• _EXERCISE DESCRIPTION_
Your reply should be the records below, duplicated exactly, with any picture removed.

• _DATA FOR THIS TASK_

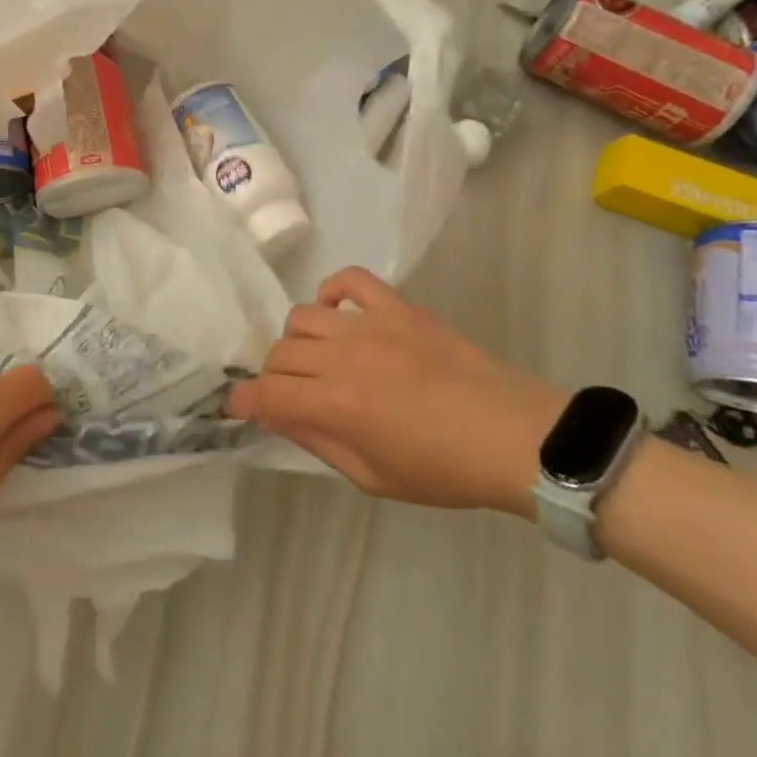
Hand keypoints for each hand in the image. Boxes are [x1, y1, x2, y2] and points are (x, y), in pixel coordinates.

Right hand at [229, 267, 562, 516]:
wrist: (516, 437)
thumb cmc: (444, 470)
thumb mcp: (373, 477)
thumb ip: (317, 442)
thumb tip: (277, 416)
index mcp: (336, 406)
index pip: (266, 394)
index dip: (243, 401)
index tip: (240, 406)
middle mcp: (343, 358)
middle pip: (278, 354)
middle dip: (272, 377)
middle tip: (291, 393)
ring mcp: (371, 326)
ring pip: (303, 316)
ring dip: (298, 341)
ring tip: (318, 359)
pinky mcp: (398, 307)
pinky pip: (350, 279)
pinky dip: (334, 291)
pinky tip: (340, 314)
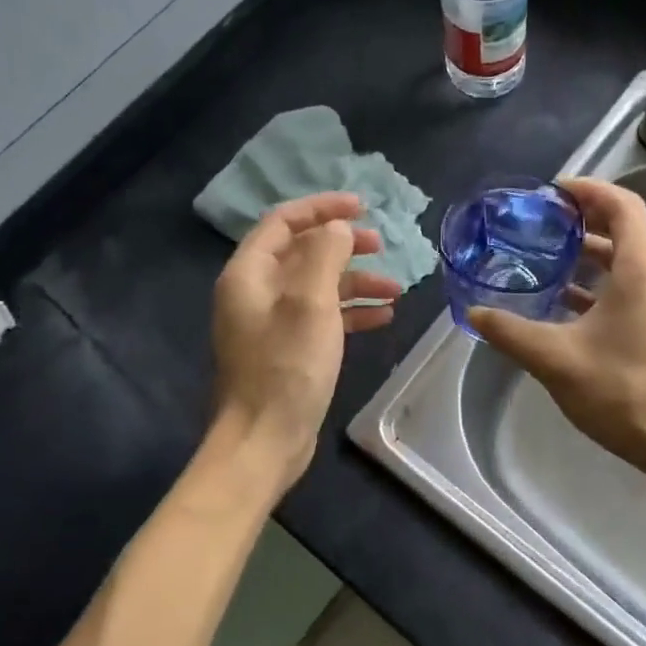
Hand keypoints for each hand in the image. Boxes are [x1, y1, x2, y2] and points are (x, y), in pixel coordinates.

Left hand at [211, 192, 399, 485]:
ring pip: (317, 286)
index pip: (284, 222)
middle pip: (303, 252)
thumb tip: (338, 228)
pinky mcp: (288, 350)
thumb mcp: (310, 303)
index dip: (322, 208)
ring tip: (396, 290)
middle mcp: (255, 292)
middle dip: (344, 245)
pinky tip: (383, 317)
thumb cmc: (287, 368)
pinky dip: (350, 312)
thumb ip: (325, 255)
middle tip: (382, 245)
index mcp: (249, 274)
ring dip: (355, 283)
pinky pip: (321, 317)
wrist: (265, 440)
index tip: (362, 205)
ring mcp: (271, 323)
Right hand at [469, 178, 645, 474]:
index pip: (623, 206)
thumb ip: (511, 332)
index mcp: (639, 271)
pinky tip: (559, 303)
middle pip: (623, 229)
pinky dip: (593, 285)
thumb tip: (473, 314)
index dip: (589, 190)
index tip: (551, 192)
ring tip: (543, 257)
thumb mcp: (556, 359)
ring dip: (586, 254)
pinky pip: (623, 290)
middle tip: (540, 221)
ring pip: (622, 262)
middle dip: (582, 219)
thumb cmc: (623, 391)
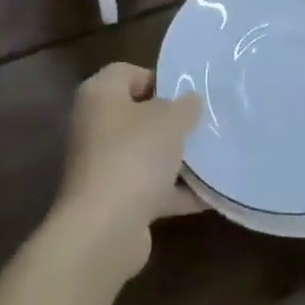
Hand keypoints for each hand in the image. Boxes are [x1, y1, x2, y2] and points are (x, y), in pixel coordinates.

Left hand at [48, 63, 203, 282]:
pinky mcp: (112, 201)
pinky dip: (172, 191)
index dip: (158, 79)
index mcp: (99, 95)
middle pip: (137, 114)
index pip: (127, 72)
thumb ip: (184, 106)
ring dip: (173, 158)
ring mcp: (101, 165)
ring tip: (210, 158)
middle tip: (201, 124)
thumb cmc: (134, 157)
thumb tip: (190, 100)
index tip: (185, 95)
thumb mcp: (169, 121)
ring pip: (143, 153)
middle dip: (170, 122)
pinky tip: (205, 196)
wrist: (103, 232)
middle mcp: (94, 125)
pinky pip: (147, 188)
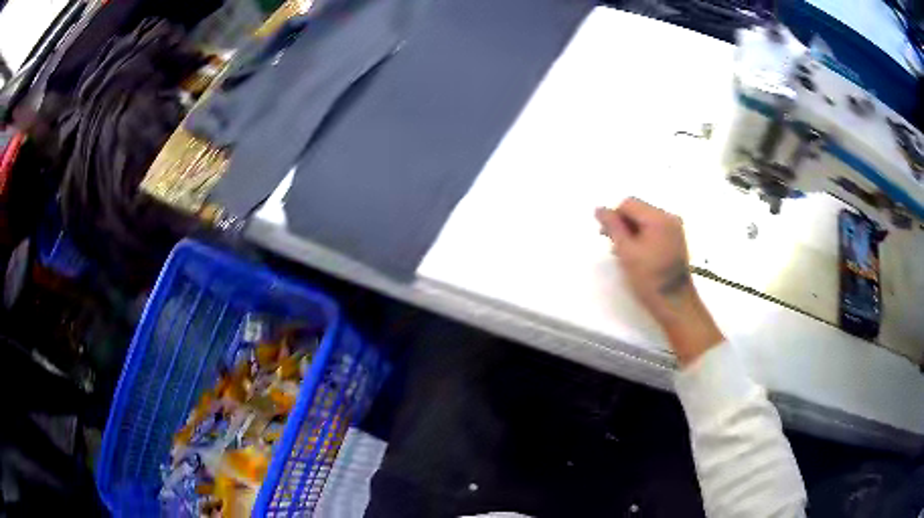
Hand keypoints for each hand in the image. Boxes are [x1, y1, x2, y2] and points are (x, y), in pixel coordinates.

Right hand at [596, 198, 723, 365]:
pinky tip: (638, 255)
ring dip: (632, 232)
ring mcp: (675, 228)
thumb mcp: (626, 251)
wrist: (675, 303)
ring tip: (626, 253)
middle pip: (638, 210)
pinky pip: (655, 229)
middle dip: (624, 224)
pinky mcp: (676, 239)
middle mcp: (669, 217)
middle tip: (614, 246)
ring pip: (645, 220)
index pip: (628, 204)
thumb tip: (599, 209)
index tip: (608, 238)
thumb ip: (612, 227)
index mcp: (658, 218)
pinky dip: (643, 237)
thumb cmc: (649, 278)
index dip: (614, 217)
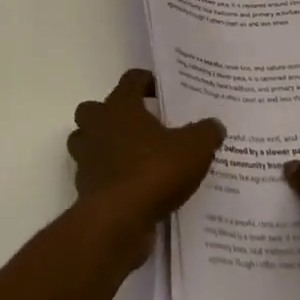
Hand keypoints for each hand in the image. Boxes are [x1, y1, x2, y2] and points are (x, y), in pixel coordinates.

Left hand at [67, 69, 225, 266]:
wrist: (118, 220)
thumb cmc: (153, 171)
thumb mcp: (193, 149)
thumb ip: (205, 133)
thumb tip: (215, 124)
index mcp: (120, 106)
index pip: (131, 80)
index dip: (146, 81)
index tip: (162, 91)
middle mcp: (97, 125)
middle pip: (94, 109)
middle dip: (111, 114)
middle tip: (138, 126)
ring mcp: (87, 156)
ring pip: (86, 140)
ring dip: (103, 145)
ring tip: (131, 156)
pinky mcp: (85, 186)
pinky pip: (94, 173)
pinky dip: (107, 177)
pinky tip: (131, 188)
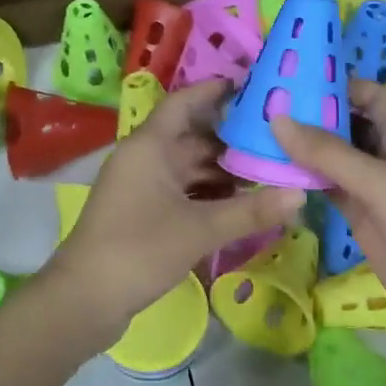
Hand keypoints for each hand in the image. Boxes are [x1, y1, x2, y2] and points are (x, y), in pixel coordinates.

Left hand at [52, 81, 303, 334]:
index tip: (253, 86)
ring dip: (223, 171)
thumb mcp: (200, 229)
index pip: (185, 103)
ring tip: (269, 173)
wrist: (84, 299)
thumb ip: (251, 211)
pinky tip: (241, 203)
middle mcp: (144, 158)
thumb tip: (301, 194)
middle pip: (193, 137)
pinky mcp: (142, 211)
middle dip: (233, 140)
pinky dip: (209, 194)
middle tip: (278, 140)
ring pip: (189, 167)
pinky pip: (182, 190)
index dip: (215, 91)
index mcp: (150, 146)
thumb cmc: (139, 250)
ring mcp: (141, 185)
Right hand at [272, 79, 385, 346]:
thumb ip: (329, 152)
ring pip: (335, 158)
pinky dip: (306, 180)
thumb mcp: (380, 182)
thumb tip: (278, 118)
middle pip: (349, 124)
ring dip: (304, 148)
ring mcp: (375, 189)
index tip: (293, 81)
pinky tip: (274, 174)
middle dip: (312, 115)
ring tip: (258, 134)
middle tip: (263, 106)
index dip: (338, 84)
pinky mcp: (363, 218)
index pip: (371, 95)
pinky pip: (330, 189)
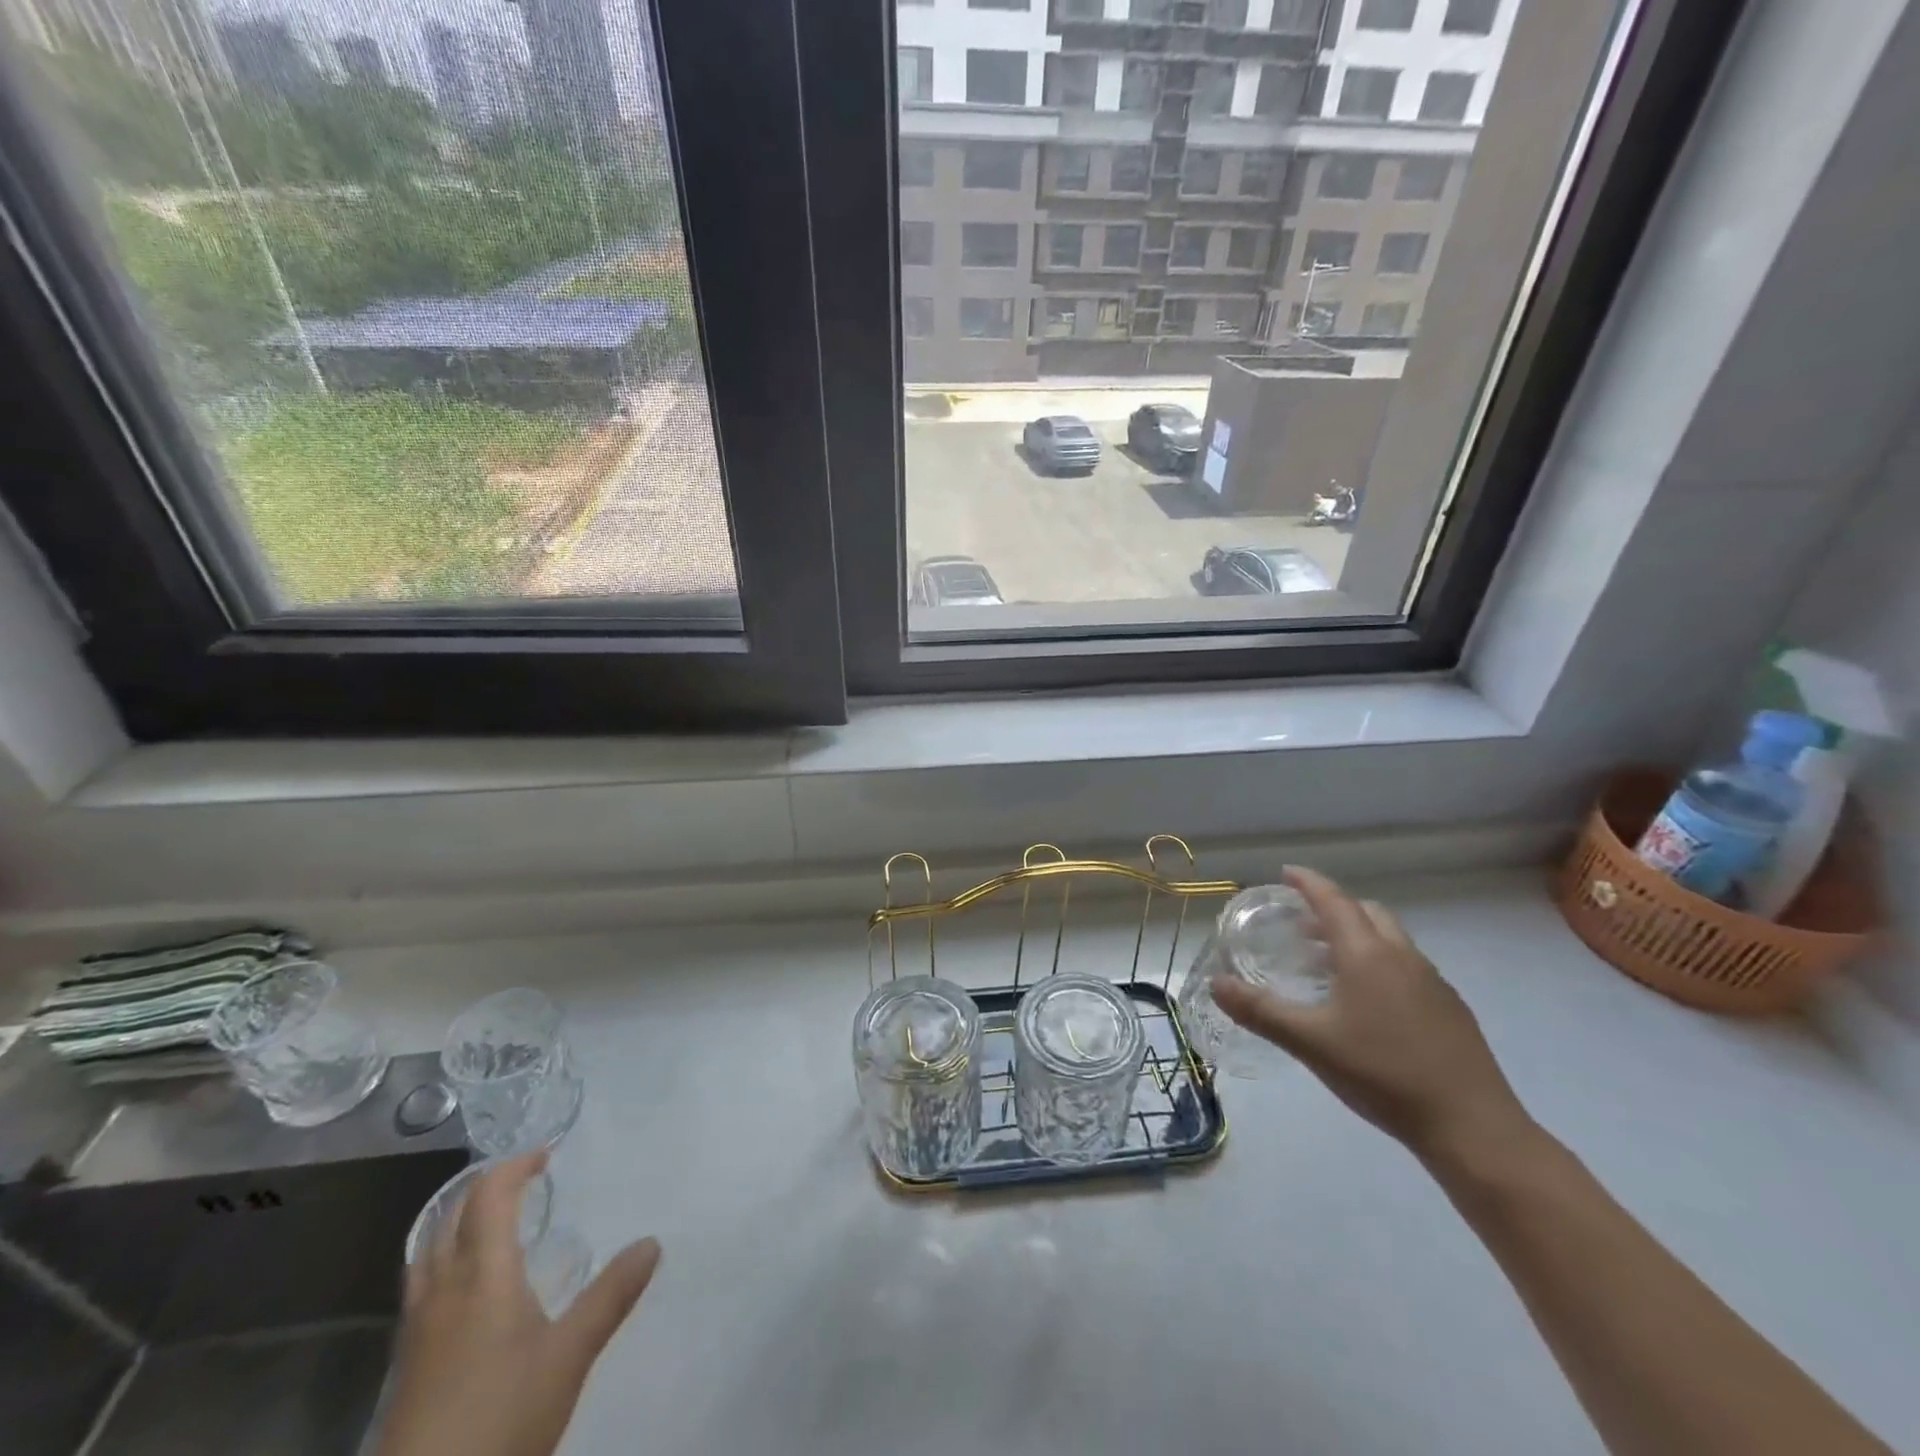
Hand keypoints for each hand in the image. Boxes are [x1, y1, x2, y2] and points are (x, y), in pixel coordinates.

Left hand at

• _RESPONSE AREA_
Hand keypoints for each hand in the image. Boxes are [x1, y1, x2, y2] and points are (x, y), in pixel coordinates.

Right hand at [229, 267, 562, 516]:
wrist: (516, 437)
thumb cmc: (444, 470)
thumb mcp: (373, 477)
thumb ip: (317, 442)
thumb tip: (277, 416)
index mcp: (336, 406)
index pip: (266, 394)
index dip: (243, 401)
index tip: (240, 406)
middle mcp: (343, 358)
middle pip: (278, 354)
middle dip: (272, 377)
middle tip: (291, 393)
ring mcp: (371, 326)
ring pip: (303, 316)
ring dip: (298, 341)
ring tip: (318, 359)
pinky mcp: (398, 307)
pinky pip: (350, 279)
pinky dip: (334, 291)
pinky tip: (340, 314)
Hand keypoints for each hand in the image. Boxes are [x1, y1, x2, y2] and points are (x, y), in pixel coordinates.

Left hand at [211, 192, 399, 485]:
ring pip: (317, 286)
index pip: (284, 222)
middle pip: (303, 252)
thumb tip: (338, 228)
pinky mcp: (288, 350)
thumb mcp: (310, 303)
index dip: (322, 208)
ring tip: (396, 290)
middle mcp: (255, 292)
middle dip: (344, 245)
pinky tip: (383, 317)
thumb cmc: (287, 368)
pinky dip: (350, 312)
thumb ip: (325, 255)
middle tip: (382, 245)
index mcp: (249, 274)
ring dip: (355, 283)
pinky pip: (321, 317)
wrist: (265, 440)
index tip: (362, 205)
ring mcp: (271, 323)
Right hand at [469, 178, 645, 474]:
index pip: (623, 206)
thumb ip: (511, 332)
index mcp: (639, 271)
pinky tip: (559, 303)
middle pip: (623, 229)
pinky dip: (593, 285)
thumb tip: (473, 314)
index dip: (589, 190)
index tip: (551, 192)
ring tip: (543, 257)
thumb mcp: (556, 359)
ring dip: (586, 254)
pinky pip: (623, 290)
middle tip: (540, 221)
ring pip: (622, 262)
middle dip: (582, 219)
thumb cmc: (623, 391)
Hand keypoints for each hand in the image. Boxes are [x1, y1, x2, y2] and points are (x, y), in pixel coordinates.

Left hand at [48, 63, 203, 282]:
pinky mcp: (112, 201)
pinky dip: (172, 191)
index dip: (158, 79)
index mcp: (99, 95)
middle pip: (137, 114)
index pip: (127, 72)
thumb ip: (184, 106)
ring dip: (173, 158)
ring mcp: (101, 165)
ring tip: (210, 158)
middle tip: (201, 124)
thumb cmc: (134, 157)
thumb tip: (190, 100)
index tip: (185, 95)
thumb mcp: (169, 121)
ring pip: (143, 153)
middle dip: (170, 122)
pinky tip: (205, 196)
wrist: (103, 232)
middle mcp: (94, 125)
pinky pip: (147, 188)
Hand keypoints for each hand in the image. Boxes are [x1, y1, x2, y2] and points are (x, y), in pixel coordinates.

Right hand at [596, 198, 723, 365]:
pinky tip: (638, 255)
ring dip: (632, 232)
ring mcp: (675, 228)
thumb mcp: (626, 251)
wrist: (675, 303)
ring tip: (626, 253)
middle pip: (638, 210)
pinky pip: (655, 229)
middle dip: (624, 224)
pinky mcp: (676, 239)
middle mcp: (669, 217)
middle tip: (614, 246)
ring pip: (645, 220)
index pip: (628, 204)
thumb tip: (599, 209)
index tip: (608, 238)
thumb ip: (612, 227)
index mcp: (658, 218)
pinky dip: (643, 237)
thumb cmc: (649, 278)
index dip: (614, 217)
Hand keypoints for each hand in the image. Boxes are [x1, y1, x2, y2] and points are (x, y), in pixel coordinates.

Left hand at [67, 69, 225, 266]:
wrist: (118, 220)
thumb cmc: (153, 171)
thumb mcp: (193, 149)
thumb ip: (205, 133)
thumb tip: (215, 124)
index mcp: (120, 106)
index pip: (131, 80)
index dip: (146, 81)
index tip: (162, 91)
middle mcp: (97, 125)
middle pip: (94, 109)
middle dip: (111, 114)
middle tip: (138, 126)
ring mcp: (87, 156)
ring pip: (86, 140)
ring dip: (103, 145)
ring tip: (131, 156)
pinky mcp: (85, 186)
pinky pip: (94, 173)
pinky dip: (107, 177)
pinky tip: (131, 188)
Hand keypoints for each hand in the image. Boxes are [x1, y1, x2, y2] and points are (x, y), in pixel coordinates.

Left hand at [52, 81, 303, 334]:
index tip: (253, 86)
ring dip: (223, 171)
thumb mcp: (200, 229)
index pip: (185, 103)
ring tip: (269, 173)
wrist: (84, 299)
thumb ip: (251, 211)
pinky tip: (241, 203)
middle mcp: (144, 158)
thumb tip: (301, 194)
middle pip: (193, 137)
pinky mcp: (142, 211)
middle dip: (233, 140)
pinky dip: (209, 194)
middle tip: (278, 140)
ring pip: (189, 167)
pinky pip: (182, 190)
index dip: (215, 91)
index mcp: (150, 146)
thumb cmc: (139, 250)
ring mcp: (141, 185)
Right hand at [272, 79, 385, 346]:
thumb ip: (329, 152)
ring pip: (335, 158)
pinky dip: (306, 180)
thumb mcp: (380, 182)
thumb tip: (278, 118)
middle pip: (349, 124)
ring dip: (304, 148)
ring mcp: (375, 189)
index tip: (293, 81)
pinky tip: (274, 174)
middle dip: (312, 115)
ring tip: (258, 134)
middle tip: (263, 106)
index dip: (338, 84)
pinky mcp: (363, 218)
index pip: (371, 95)
pinky pip: (330, 189)
Hand keypoints for each hand in the image. Boxes are [x1, y1, x2, y2] and points are (x, y), in pixel coordinates.

Left hand at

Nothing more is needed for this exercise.